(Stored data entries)
══════════════════════════════

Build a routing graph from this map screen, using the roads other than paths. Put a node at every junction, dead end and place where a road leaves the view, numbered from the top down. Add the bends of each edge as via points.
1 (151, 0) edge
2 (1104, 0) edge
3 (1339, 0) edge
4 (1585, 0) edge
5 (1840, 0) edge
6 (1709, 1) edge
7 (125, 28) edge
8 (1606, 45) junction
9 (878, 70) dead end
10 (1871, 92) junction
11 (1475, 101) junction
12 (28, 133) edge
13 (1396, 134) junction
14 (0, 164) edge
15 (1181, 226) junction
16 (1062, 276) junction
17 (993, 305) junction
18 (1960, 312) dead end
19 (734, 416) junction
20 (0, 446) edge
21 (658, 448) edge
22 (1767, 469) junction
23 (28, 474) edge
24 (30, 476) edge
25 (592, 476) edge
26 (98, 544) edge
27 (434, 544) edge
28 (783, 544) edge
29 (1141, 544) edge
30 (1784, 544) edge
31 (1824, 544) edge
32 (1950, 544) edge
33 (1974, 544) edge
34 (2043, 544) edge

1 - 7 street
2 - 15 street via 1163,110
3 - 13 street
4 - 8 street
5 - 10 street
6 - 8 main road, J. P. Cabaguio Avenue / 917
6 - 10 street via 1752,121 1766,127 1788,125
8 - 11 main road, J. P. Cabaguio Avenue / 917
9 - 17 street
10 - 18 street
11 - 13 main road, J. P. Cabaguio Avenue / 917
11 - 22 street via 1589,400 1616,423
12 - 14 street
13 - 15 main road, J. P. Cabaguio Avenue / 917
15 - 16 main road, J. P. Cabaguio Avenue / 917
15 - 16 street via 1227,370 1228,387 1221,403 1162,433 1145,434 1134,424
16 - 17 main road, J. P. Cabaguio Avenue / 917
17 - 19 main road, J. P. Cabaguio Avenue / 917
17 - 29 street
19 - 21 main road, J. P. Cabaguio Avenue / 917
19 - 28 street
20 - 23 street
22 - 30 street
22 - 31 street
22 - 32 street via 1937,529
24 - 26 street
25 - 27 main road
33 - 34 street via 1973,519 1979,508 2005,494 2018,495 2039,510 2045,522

══════════════════════════════

**Task instructions:**
Exact copies of every record are required, so retype them in full.

**Task output:**
Build a routing graph from this map screen, using the roads other than paths. Put a node at every junction, dead end and place where a road leaves the view, numbered from the top down. Add the bends of each edge as via points.
1 (151, 0) edge
2 (1104, 0) edge
3 (1339, 0) edge
4 (1585, 0) edge
5 (1840, 0) edge
6 (1709, 1) edge
7 (125, 28) edge
8 (1606, 45) junction
9 (878, 70) dead end
10 (1871, 92) junction
11 (1475, 101) junction
12 (28, 133) edge
13 (1396, 134) junction
14 (0, 164) edge
15 (1181, 226) junction
16 (1062, 276) junction
17 (993, 305) junction
18 (1960, 312) dead end
19 (734, 416) junction
20 (0, 446) edge
21 (658, 448) edge
22 (1767, 469) junction
23 (28, 474) edge
24 (30, 476) edge
25 (592, 476) edge
26 (98, 544) edge
27 (434, 544) edge
28 (783, 544) edge
29 (1141, 544) edge
30 (1784, 544) edge
31 (1824, 544) edge
32 (1950, 544) edge
33 (1974, 544) edge
34 (2043, 544) edge

1 - 7 street
2 - 15 street via 1163,110
3 - 13 street
4 - 8 street
5 - 10 street
6 - 8 main road, J. P. Cabaguio Avenue / 917
6 - 10 street via 1752,121 1766,127 1788,125
8 - 11 main road, J. P. Cabaguio Avenue / 917
9 - 17 street
10 - 18 street
11 - 13 main road, J. P. Cabaguio Avenue / 917
11 - 22 street via 1589,400 1616,423
12 - 14 street
13 - 15 main road, J. P. Cabaguio Avenue / 917
15 - 16 main road, J. P. Cabaguio Avenue / 917
15 - 16 street via 1227,370 1228,387 1221,403 1162,433 1145,434 1134,424
16 - 17 main road, J. P. Cabaguio Avenue / 917
17 - 19 main road, J. P. Cabaguio Avenue / 917
17 - 29 street
19 - 21 main road, J. P. Cabaguio Avenue / 917
19 - 28 street
20 - 23 street
22 - 30 street
22 - 31 street
22 - 32 street via 1937,529
24 - 26 street
25 - 27 main road
33 - 34 street via 1973,519 1979,508 2005,494 2018,495 2039,510 2045,522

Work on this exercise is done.